392. Je participe au Dictionnaire du comment écrire du Tiers Livre, et envoie l’entrée “Dédicace” (sans l’étymologie), réflexion sur la dédicace du livre A. à mon père.
(Étymol. et Hist. Fin XII es. dicaze « consécration d’une église, d’un oratoire » (Dialogue Grégoire,42 ds T.-L.); 1273-80 dedicasse « fête annuelle commémorant cette consécration » (Fridensreg. Tournai,530 ds T.-L.); [1613 « hommage qu’un auteur fait de son œuvre à une personne » (Pasquier ds Bl.-W.3-5)] source : CNRTL)
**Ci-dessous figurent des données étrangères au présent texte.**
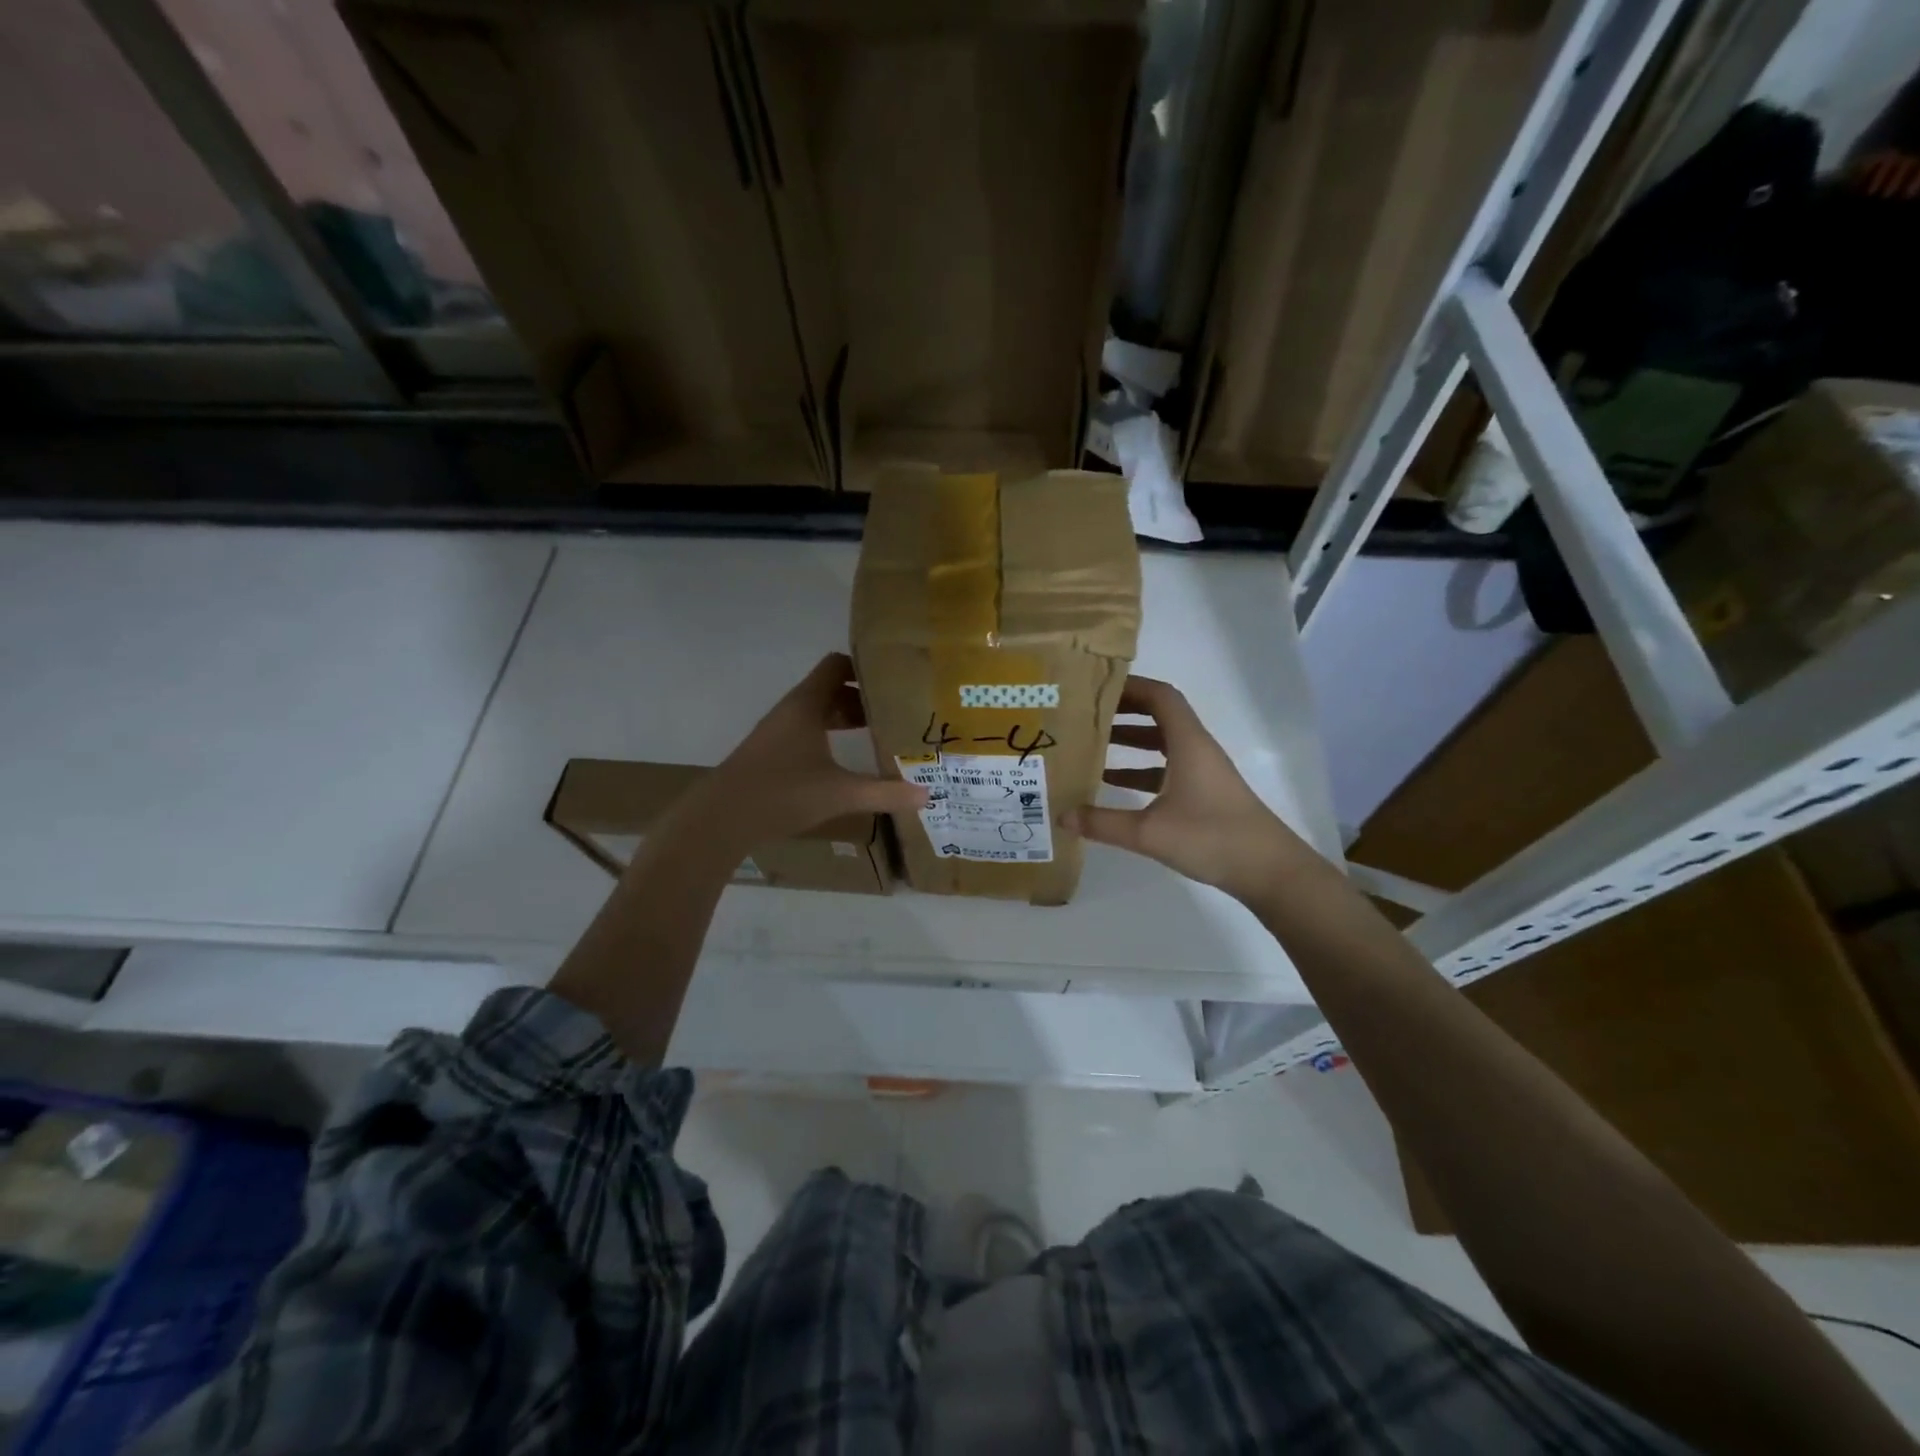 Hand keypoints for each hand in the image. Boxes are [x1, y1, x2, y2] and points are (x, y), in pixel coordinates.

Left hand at [694, 653, 926, 847]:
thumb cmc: (782, 793)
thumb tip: (927, 795)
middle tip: (898, 708)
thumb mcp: (840, 794)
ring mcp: (779, 731)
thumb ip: (884, 793)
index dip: (865, 666)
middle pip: (831, 688)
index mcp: (806, 704)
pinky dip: (830, 734)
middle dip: (864, 696)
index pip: (837, 665)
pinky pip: (808, 730)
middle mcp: (792, 710)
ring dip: (846, 717)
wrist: (720, 819)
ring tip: (881, 731)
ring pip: (818, 711)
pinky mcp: (772, 751)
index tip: (897, 676)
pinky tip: (846, 758)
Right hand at [1075, 675, 1313, 903]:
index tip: (1095, 688)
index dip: (1130, 686)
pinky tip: (1114, 785)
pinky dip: (1141, 769)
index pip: (1160, 696)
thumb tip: (1061, 816)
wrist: (1269, 870)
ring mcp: (1203, 771)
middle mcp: (1196, 749)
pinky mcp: (1204, 792)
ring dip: (1131, 740)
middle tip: (1086, 714)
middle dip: (1123, 711)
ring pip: (1162, 743)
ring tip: (1092, 745)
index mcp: (1188, 743)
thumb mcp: (1149, 833)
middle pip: (1159, 715)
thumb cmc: (1212, 838)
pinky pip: (1167, 767)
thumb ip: (1103, 823)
La dédicace d’un livre – je parle de celle imprimée par l’auteur, et non celle manuscrite après coup – est le premier destinataire. Quand le destinataire a disparu, cette mention fait signe aux autres lecteurs, bien vivants ceux-là, qu’ils peuvent passer après. Mais les lecteurs peuvent l’ignorer ; d’ailleurs, le destinataire de la dédicace est-il même connu des lecteurs ? Ce qui est à peser, c’est l’inflexion que ces mots liminaires, À ….., en mémoire de…, peuvent donner à la lecture, comment ils l’orientent. Signe, donc, d’un hommage, même ironique, d’une reconnaissance, d’un devoir de mémoire. L’auteur qui dédie son livre reconnaît une dette. Qu’est-ce que le lecteur en a à faire ? Je peux préférer aborder le texte vierge, comme on pose le pied sur une rive déserte, ne pas hériter de cette dédicace que l’auteur m’impose (« Sache, lecteur, que ce livre est dédié à … ») Bref, cela ne me regarde pas – ou plutôt : c’est une affaire entre l’auteur et l’autre. Je peux choisir, par curiosité, d’aller voir ce que dit ce signal supplémentaire, sans oublier qu’il est pour l’auteur un solde de tout compte. À ce titre, il n’est jamais anodin : un seuil visible, qui transforme celui qui le franchit.